M&A Deal Killers & How to Avoid Them
Mergers and acquisitions (M&A) are a frequent and significant occurrence in business-based consolidation. Given the potentially numerous variables in play and at stake — including any number of structural and cultural adjustments — these processes must be navigated carefully to ensure success for all involved.
That said, here are some preemptive solutions for common M&A pitfalls.
Accounting failure is a seemingly avoidable, yet consistent M&A deal breaker. M&A financial success is contingent on having a proper deal structure in place; this makes it possible to adequately incorporate tax information, regulatory approvals, cost levels, and the ways costs will factor into time spent on bringing the deal to fruition. Therefore, it is critical to employ sharp, efficient accounting to avoid putting yourself in an early financial hole — potentially without even knowing it.
Typically, to circumvent such issues, involved entities enter into transition service agreements (TSAs) to cover and streamline invoicing, IFRS reporting, consolidation, and accounts both receivable and payable.
M&A companies should also be meticulous in preventing tax-related errors during transactions. In addition to properly managing tax registrations and compliance considerations, companies and involved tax executives must account for all other tax technical operations — including memos, checklists, work plans — and for all deal-related tax technical aspects, operational needs, and process changes impacting employees inevitably bound to the transaction. If these areas are botched, small as they may seem at the time, they can quickly snowball and create an adverse scenario that may jeopardize the entire operation.
To mitigate tax problems, be sure to involve tax professionals at an early stage; this will only add clarity to the projected integration lifecycle, unfold upcoming key business decisions, and assess the overall readiness and viability of involved entities leading up to day one of the transaction.

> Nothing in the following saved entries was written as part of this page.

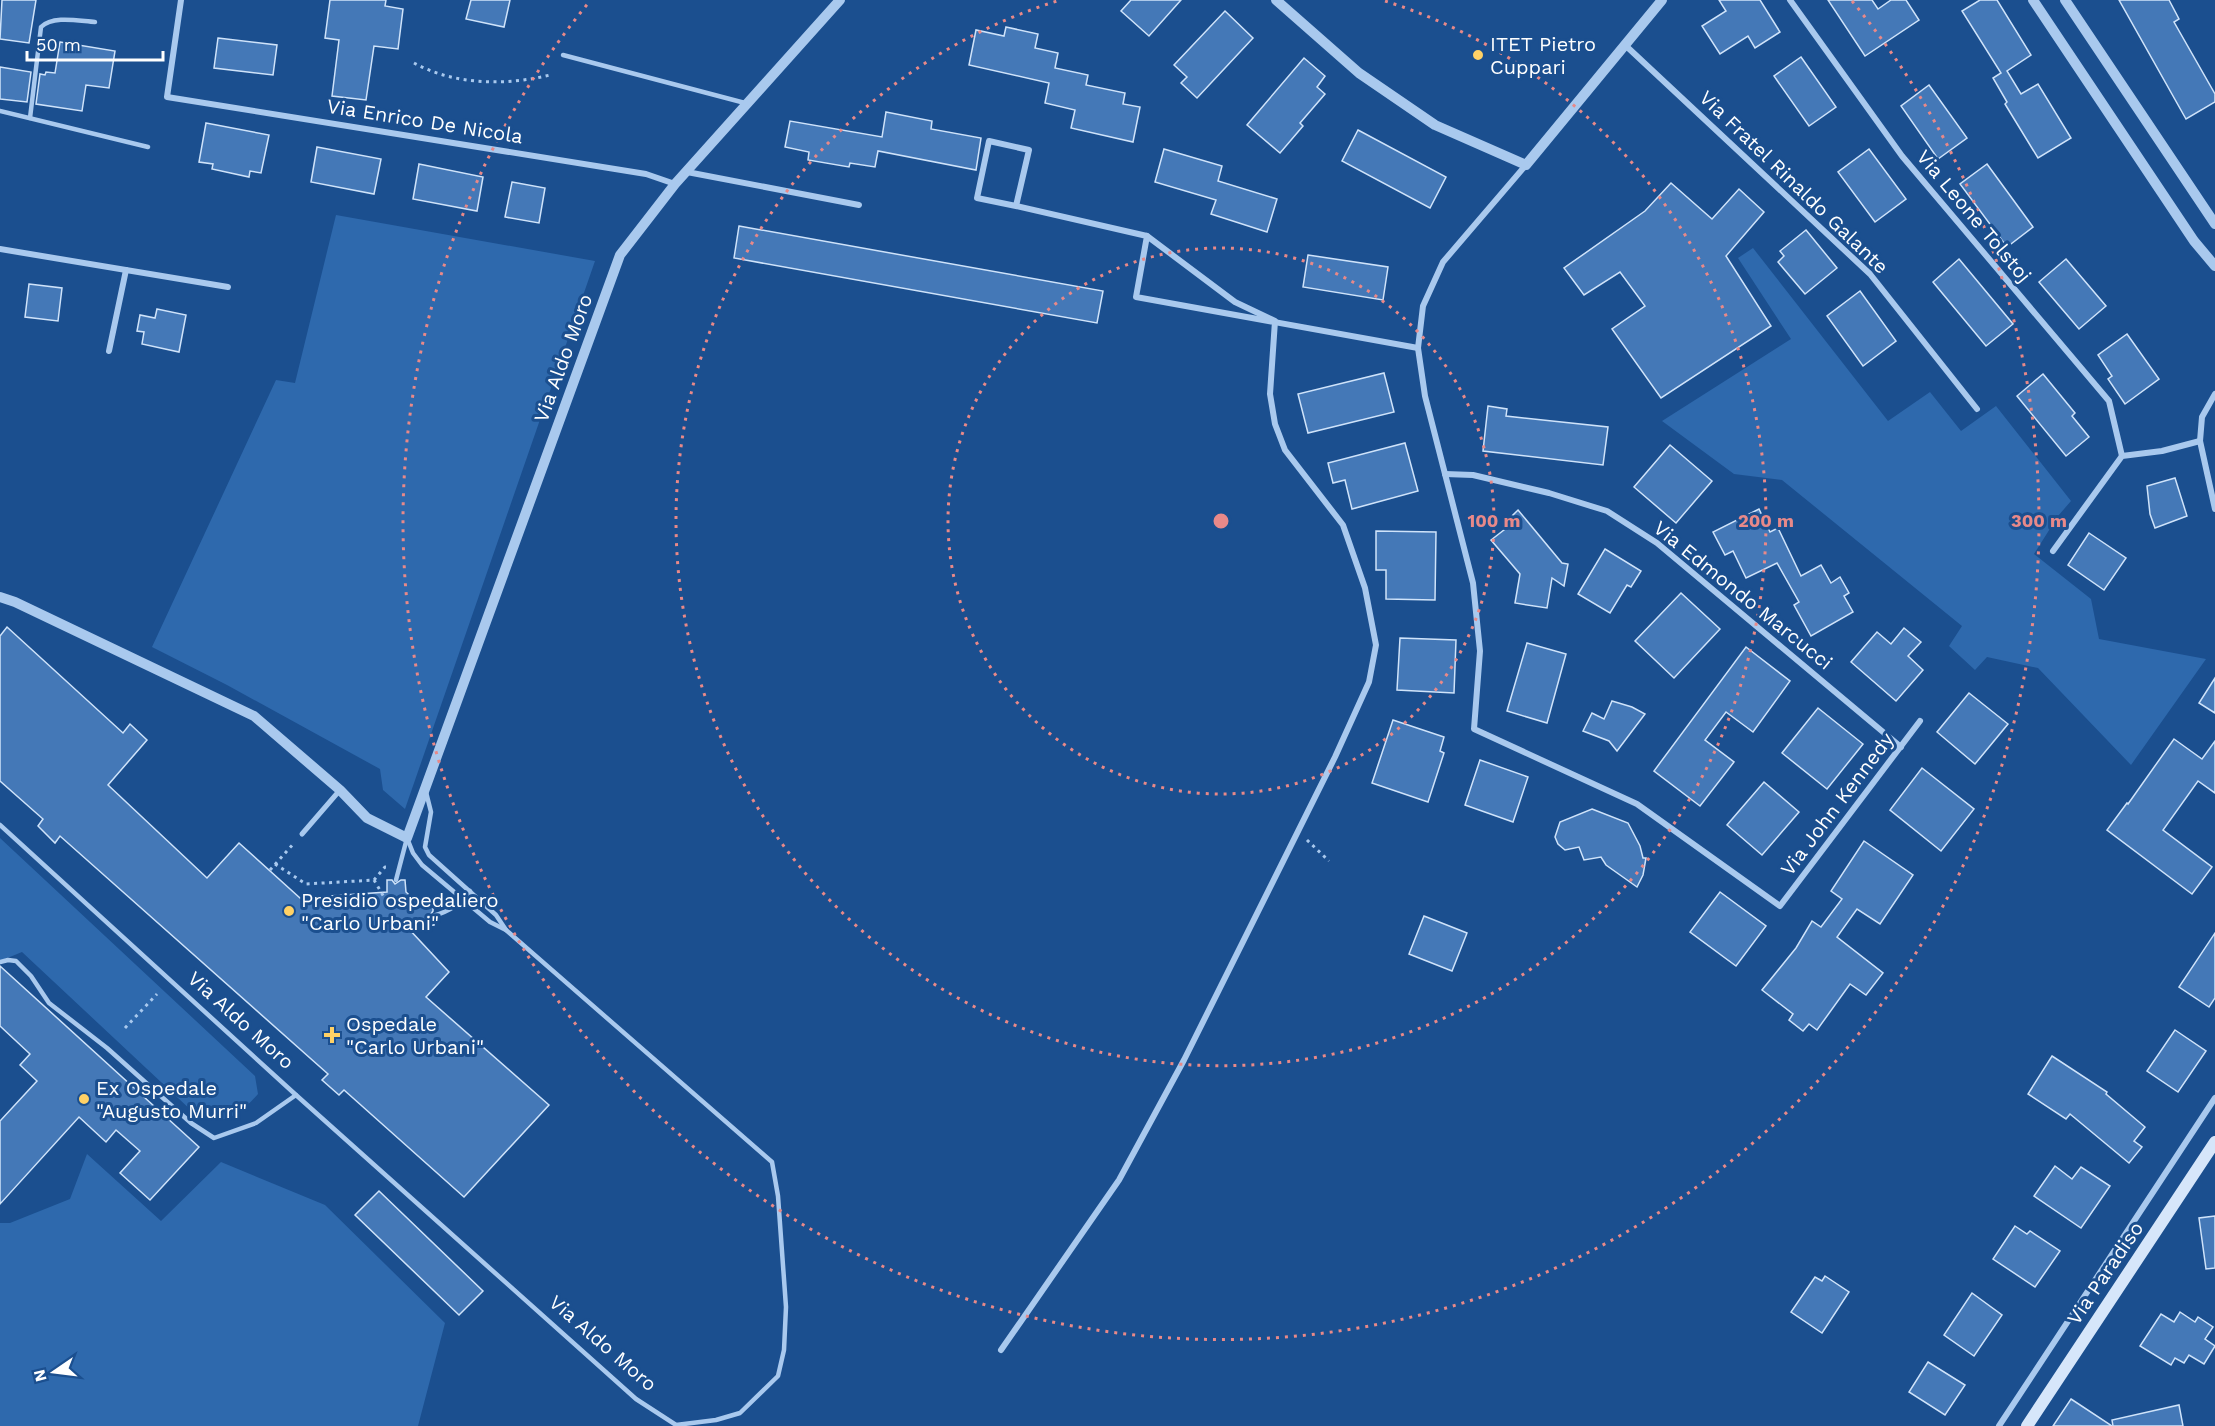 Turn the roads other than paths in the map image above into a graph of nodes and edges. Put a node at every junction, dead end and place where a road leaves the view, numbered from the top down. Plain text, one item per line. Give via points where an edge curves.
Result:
1 (181, 0) edge
2 (840, 0) edge
3 (1276, 0) edge
4 (1662, 0) edge
5 (1790, 0) edge
6 (2033, 0) edge
7 (2065, 0) edge
8 (95, 22) dead end
9 (1624, 44) junction
10 (563, 55) dead end
11 (747, 104) junction
12 (0, 111) edge
13 (30, 118) junction
14 (148, 147) dead end
15 (1526, 165) junction
16 (687, 172) junction
17 (675, 184) junction
18 (859, 206) dead end
19 (1016, 206) junction
20 (2215, 224) edge
21 (1147, 236) junction
22 (0, 249) edge
23 (2215, 266) edge
24 (126, 270) junction
25 (228, 287) dead end
26 (1275, 321) junction
27 (1418, 348) junction
28 (110, 351) dead end
29 (2214, 398) edge
30 (1977, 409) dead end
31 (2200, 441) junction
32 (2122, 456) junction
33 (1445, 474) junction
34 (2215, 509) edge
35 (2053, 551) dead end
36 (0, 597) edge
37 (1920, 721) dead end
38 (1901, 747) junction
39 (340, 790) junction
40 (426, 790) junction
41 (0, 825) edge
42 (302, 834) road end
43 (407, 838) junction
44 (396, 880) dead end
45 (470, 891) junction
46 (463, 900) junction
47 (433, 916) dead end
48 (506, 930) junction
49 (0, 962) edge
50 (296, 1095) junction
51 (2215, 1098) edge
52 (2215, 1142) edge
53 (1001, 1350) dead end
54 (1999, 1426) edge
55 (2027, 1426) edge

1 - 17 street, Via Enrico De Nicola via 167,97 646,174
2 - 11 street, Via Aldo Moro
3 - 15 street via 1359,73 1435,125
4 - 9 street
5 - 32 street, Via Leone Tolstoj via 1902,156 2109,401
6 - 23 street via 2194,242
7 - 20 street
8 - 13 lane via 55,20 41,27
9 - 15 street
9 - 30 street, Via Fratel Rinaldo Galante via 1870,273
10 - 11 lane
11 - 16 street, Via Aldo Moro
12 - 13 lane
13 - 14 lane
15 - 27 street via 1443,262 1423,306
16 - 17 street, Via Aldo Moro
16 - 18 street
17 - 40 street, Via Aldo Moro via 620,255
19 - 19 street via 1029,150 989,141 977,198
19 - 21 street
21 - 26 street via 1235,302
21 - 26 street via 1136,297
22 - 24 street
24 - 25 street
24 - 28 street
26 - 27 street
26 - 53 street via 1270,394 1275,424 1285,450 1343,525 1365,588 1376,645 1369,682 1184,1060 1119,1180
27 - 33 street via 1425,396
29 - 31 street via 2202,417
31 - 32 street
31 - 34 street
32 - 35 street
33 - 38 street, Via Edmondo Marcucci via 1473,475 1607,512 1657,543
33 - 38 street, Via John Kennedy via 1473,583 1480,651 1474,729 1637,804 1780,906
36 - 39 street via 254,716
37 - 38 street, Via John Kennedy
39 - 42 street
39 - 43 street via 367,818
40 - 43 street, Via Aldo Moro
40 - 45 lane, Via Aldo Moro via 431,812 424,847
41 - 50 lane, Via Aldo Moro
43 - 44 lane
43 - 46 lane, Via Aldo Moro via 422,865
45 - 46 lane
45 - 48 lane, Via Aldo Moro
46 - 47 lane via 448,912
46 - 48 lane, Via Aldo Moro
48 - 50 lane, Via Aldo Moro via 772,1162 786,1307 784,1350 778,1376 741,1413 676,1425 636,1399
49 - 50 lane via 16,962 49,1003 213,1138 256,1123
51 - 54 street
52 - 55 main road, Via Paradiso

The previous section in mind, it is key to hire and empower proper M&A-related personnel before taking matters outside the company. This mistake is seemingly one of the smallest in the spectrum of common M&A offenses, but it can have disastrous consequences including, but not limited to a drop in shares, an overall failure of the transaction in question, and a subsequent series of issues lingering beyond the transaction.
Necessary personnel may include an M&A-literate lawyer (to discuss plans and options), a strong accountant (as previously noted, to effectively handle transaction-related financial matters), communication teams (to establish and maintain transparency and fluid correspondence during the transaction), and PR professionals (to ensure the transaction is accurately managed and reported on a broader level).